* **EXERCISE INSTRUCTIONS**: Write out every line from the listing below where the string "Οκτωβρίου" is found.

#####

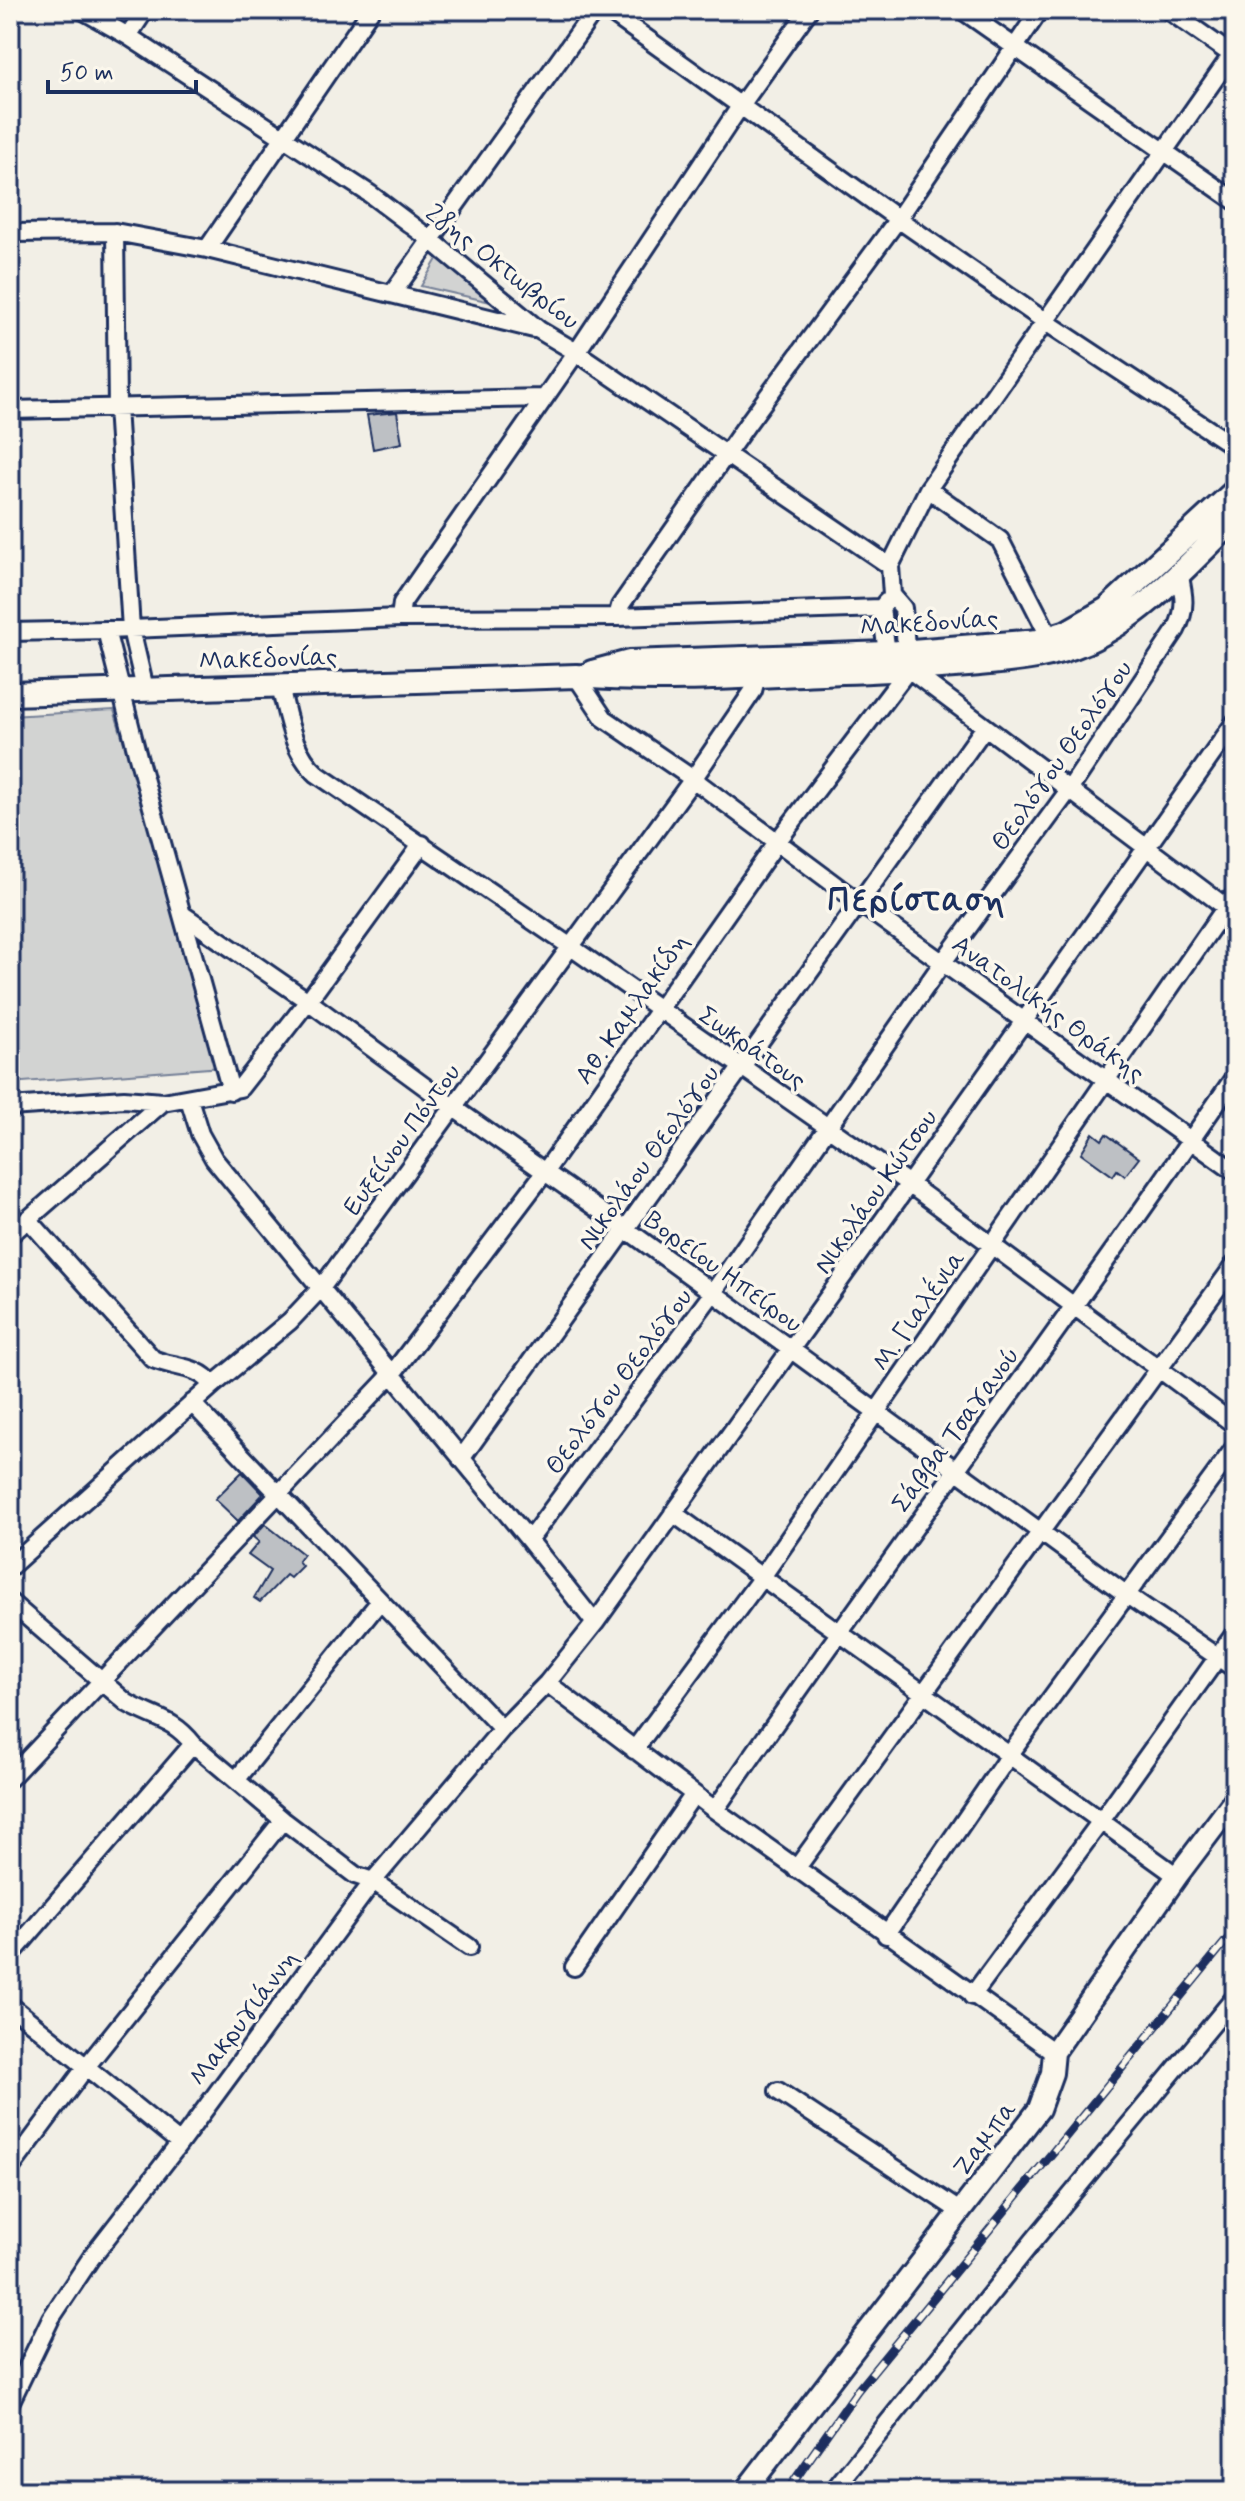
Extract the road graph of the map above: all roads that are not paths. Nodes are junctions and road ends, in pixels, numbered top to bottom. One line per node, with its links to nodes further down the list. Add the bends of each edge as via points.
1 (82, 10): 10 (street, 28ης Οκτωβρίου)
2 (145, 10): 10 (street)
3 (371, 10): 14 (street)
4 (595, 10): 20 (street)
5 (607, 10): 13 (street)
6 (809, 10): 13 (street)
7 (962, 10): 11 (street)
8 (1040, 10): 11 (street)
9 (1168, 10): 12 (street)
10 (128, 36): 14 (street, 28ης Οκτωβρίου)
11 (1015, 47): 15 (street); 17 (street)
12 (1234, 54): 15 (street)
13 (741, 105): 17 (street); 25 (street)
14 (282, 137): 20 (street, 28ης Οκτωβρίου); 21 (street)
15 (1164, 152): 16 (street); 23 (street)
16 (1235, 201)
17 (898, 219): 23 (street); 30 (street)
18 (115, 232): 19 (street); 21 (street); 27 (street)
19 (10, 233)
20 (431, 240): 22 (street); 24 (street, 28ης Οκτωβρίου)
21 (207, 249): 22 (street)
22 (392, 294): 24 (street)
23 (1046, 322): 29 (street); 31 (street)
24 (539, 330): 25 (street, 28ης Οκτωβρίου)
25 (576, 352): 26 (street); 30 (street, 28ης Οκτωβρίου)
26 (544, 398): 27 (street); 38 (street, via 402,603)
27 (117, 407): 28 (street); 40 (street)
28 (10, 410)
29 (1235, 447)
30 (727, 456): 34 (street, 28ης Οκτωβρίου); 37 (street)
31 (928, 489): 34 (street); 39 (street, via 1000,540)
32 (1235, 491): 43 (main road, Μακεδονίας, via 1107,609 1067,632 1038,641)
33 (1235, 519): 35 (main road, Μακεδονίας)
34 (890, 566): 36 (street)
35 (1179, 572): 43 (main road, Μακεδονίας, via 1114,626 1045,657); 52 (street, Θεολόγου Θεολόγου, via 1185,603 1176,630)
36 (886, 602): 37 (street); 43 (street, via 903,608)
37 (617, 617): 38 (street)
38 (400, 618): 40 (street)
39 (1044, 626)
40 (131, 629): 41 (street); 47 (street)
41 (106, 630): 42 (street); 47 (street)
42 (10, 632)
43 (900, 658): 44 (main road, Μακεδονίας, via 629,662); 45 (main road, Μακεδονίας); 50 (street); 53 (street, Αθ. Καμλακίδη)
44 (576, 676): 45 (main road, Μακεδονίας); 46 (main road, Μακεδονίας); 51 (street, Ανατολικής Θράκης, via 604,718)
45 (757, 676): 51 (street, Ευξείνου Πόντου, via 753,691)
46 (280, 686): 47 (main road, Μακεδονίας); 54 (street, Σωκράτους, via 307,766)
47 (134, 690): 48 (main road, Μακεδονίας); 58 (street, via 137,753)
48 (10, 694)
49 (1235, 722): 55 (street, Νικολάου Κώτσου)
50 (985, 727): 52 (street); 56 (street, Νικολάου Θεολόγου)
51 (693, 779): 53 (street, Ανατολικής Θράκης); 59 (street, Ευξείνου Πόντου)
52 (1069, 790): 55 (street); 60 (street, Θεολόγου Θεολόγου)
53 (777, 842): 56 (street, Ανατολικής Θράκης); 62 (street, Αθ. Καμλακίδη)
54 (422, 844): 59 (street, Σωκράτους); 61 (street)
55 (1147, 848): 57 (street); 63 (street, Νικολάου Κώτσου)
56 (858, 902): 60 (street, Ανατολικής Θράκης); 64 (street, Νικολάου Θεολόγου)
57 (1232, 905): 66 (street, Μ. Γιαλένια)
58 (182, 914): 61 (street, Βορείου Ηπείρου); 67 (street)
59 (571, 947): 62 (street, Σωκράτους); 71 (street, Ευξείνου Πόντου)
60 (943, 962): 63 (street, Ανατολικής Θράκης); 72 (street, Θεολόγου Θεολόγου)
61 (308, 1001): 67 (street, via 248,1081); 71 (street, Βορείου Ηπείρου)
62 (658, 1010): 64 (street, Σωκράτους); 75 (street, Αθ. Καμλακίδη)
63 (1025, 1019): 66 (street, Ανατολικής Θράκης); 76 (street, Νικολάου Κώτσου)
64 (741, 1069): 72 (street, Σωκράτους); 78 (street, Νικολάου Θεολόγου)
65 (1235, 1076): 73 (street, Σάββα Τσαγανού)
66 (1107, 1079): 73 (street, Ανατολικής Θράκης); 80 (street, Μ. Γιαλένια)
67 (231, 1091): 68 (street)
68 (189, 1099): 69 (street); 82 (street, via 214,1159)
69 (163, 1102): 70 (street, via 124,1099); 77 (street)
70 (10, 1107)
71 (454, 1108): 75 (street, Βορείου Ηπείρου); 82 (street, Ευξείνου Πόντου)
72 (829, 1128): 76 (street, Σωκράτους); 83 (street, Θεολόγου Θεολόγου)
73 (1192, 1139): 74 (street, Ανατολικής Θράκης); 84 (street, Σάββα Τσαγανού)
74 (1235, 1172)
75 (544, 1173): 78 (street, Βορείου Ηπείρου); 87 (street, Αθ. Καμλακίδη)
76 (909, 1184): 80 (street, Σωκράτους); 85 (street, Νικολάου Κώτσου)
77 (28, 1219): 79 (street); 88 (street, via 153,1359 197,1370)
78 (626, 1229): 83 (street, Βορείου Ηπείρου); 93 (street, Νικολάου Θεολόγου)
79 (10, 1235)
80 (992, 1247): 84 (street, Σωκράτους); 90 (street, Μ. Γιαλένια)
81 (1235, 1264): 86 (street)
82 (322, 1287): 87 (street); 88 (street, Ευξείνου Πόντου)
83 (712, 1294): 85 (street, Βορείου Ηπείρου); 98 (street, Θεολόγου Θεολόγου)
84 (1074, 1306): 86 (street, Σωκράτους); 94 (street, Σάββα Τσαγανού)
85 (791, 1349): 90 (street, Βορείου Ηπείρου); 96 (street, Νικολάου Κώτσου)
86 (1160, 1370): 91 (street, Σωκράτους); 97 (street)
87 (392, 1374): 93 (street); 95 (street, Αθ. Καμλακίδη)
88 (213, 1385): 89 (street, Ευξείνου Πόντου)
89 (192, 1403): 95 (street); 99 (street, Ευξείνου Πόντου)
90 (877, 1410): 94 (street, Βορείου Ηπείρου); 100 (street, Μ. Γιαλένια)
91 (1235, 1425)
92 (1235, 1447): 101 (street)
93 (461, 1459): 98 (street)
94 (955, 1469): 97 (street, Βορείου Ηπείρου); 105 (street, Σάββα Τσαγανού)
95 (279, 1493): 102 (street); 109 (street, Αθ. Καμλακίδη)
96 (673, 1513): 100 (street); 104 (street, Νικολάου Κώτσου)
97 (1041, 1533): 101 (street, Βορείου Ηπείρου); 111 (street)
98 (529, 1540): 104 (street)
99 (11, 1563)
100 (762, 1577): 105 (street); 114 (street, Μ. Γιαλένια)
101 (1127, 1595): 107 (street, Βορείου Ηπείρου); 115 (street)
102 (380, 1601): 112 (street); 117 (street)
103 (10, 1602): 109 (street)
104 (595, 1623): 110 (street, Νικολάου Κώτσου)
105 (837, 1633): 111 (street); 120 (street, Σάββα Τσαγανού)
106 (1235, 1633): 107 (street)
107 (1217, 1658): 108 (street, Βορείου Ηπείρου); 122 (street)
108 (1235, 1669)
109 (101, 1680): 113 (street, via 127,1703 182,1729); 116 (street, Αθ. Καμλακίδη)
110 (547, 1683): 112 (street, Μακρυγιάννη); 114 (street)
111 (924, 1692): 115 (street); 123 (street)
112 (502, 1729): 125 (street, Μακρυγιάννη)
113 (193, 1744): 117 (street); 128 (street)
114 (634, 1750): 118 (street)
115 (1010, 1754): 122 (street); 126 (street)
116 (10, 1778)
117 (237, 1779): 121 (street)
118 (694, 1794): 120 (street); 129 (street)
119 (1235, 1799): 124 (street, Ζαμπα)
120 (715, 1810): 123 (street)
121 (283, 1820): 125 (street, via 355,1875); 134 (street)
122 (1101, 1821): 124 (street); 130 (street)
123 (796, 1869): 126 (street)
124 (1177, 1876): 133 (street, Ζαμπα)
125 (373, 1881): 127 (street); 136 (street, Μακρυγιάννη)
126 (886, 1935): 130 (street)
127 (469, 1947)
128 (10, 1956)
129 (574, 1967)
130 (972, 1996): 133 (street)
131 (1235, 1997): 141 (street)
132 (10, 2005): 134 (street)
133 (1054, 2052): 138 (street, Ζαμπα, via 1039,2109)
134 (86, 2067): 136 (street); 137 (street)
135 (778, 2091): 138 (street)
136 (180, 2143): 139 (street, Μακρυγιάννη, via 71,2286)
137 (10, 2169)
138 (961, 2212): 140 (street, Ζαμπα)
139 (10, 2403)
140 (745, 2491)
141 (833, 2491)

#####

* **EXERCISE RESPONSE**:
1 (82, 10): 10 (street, 28ης Οκτωβρίου)
10 (128, 36): 14 (street, 28ης Οκτωβρίου)
14 (282, 137): 20 (street, 28ης Οκτωβρίου); 21 (street)
20 (431, 240): 22 (street); 24 (street, 28ης Οκτωβρίου)
24 (539, 330): 25 (street, 28ης Οκτωβρίου)
25 (576, 352): 26 (street); 30 (street, 28ης Οκτωβρίου)
30 (727, 456): 34 (street, 28ης Οκτωβρίου); 37 (street)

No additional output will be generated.